Action item.
Skip every line before the one containing "Extract the road", then copy that line and the rest of the entries below exactly, through the last line.

Dataset entries.
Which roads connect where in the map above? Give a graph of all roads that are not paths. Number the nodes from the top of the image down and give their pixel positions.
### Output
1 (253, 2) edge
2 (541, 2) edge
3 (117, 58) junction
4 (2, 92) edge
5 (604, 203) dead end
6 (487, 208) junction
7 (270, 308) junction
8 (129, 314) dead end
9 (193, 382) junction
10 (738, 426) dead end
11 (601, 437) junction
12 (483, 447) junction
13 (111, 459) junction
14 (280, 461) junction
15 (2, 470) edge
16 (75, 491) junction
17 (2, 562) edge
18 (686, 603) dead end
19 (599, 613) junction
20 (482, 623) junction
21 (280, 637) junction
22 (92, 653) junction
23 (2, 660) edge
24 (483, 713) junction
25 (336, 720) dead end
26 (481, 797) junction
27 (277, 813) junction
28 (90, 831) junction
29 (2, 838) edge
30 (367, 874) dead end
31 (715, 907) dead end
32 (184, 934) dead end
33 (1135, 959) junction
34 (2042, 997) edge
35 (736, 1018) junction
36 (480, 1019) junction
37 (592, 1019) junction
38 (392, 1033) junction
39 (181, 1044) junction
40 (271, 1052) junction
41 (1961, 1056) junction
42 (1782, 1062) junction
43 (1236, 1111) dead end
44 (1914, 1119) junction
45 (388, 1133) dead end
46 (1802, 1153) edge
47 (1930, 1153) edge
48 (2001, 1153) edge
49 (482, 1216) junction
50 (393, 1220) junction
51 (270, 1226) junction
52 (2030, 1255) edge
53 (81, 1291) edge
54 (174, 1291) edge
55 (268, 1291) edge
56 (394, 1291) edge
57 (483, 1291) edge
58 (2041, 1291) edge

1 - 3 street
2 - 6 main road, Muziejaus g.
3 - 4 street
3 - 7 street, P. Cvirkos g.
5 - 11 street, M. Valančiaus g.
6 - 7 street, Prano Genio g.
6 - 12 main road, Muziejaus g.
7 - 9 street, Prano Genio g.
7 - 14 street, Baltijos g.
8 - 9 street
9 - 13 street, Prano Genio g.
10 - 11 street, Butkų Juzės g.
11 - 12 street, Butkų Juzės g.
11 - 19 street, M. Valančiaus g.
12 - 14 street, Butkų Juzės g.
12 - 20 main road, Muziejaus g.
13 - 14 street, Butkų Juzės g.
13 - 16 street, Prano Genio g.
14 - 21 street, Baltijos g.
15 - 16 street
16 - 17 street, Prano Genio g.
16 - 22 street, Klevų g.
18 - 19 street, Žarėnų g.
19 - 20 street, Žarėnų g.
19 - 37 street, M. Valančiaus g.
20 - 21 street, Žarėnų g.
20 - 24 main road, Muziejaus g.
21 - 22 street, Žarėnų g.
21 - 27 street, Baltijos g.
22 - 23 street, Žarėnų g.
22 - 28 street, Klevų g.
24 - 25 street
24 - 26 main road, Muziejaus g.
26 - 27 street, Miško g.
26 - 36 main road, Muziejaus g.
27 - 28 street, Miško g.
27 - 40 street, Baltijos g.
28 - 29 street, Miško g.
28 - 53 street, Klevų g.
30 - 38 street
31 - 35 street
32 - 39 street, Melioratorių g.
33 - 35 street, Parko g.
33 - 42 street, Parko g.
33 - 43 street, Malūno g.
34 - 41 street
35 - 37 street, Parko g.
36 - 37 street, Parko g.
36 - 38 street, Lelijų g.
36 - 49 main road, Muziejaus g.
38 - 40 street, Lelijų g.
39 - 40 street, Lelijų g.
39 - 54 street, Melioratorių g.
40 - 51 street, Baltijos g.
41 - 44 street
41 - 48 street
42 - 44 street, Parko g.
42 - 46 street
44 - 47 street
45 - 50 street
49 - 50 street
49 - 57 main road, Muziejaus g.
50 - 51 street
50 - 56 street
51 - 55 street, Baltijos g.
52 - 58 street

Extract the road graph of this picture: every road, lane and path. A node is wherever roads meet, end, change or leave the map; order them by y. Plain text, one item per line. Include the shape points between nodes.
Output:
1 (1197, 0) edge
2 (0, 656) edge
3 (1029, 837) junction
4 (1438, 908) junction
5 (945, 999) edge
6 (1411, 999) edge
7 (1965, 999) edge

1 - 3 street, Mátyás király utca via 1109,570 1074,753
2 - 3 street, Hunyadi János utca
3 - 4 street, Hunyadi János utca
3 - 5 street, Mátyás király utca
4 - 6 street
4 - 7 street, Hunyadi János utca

Answer to the exercise.
Extract the road graph of this picture: every road, lane and path. A node is wherever roads meet, end, change or leave the map; order them by y. Plain text, one item per line. Include the shape points between nodes.
Output:
1 (1197, 0) edge
2 (0, 656) edge
3 (1029, 837) junction
4 (1438, 908) junction
5 (945, 999) edge
6 (1411, 999) edge
7 (1965, 999) edge

1 - 3 street, Mátyás király utca via 1109,570 1074,753
2 - 3 street, Hunyadi János utca
3 - 4 street, Hunyadi János utca
3 - 5 street, Mátyás király utca
4 - 6 street
4 - 7 street, Hunyadi János utca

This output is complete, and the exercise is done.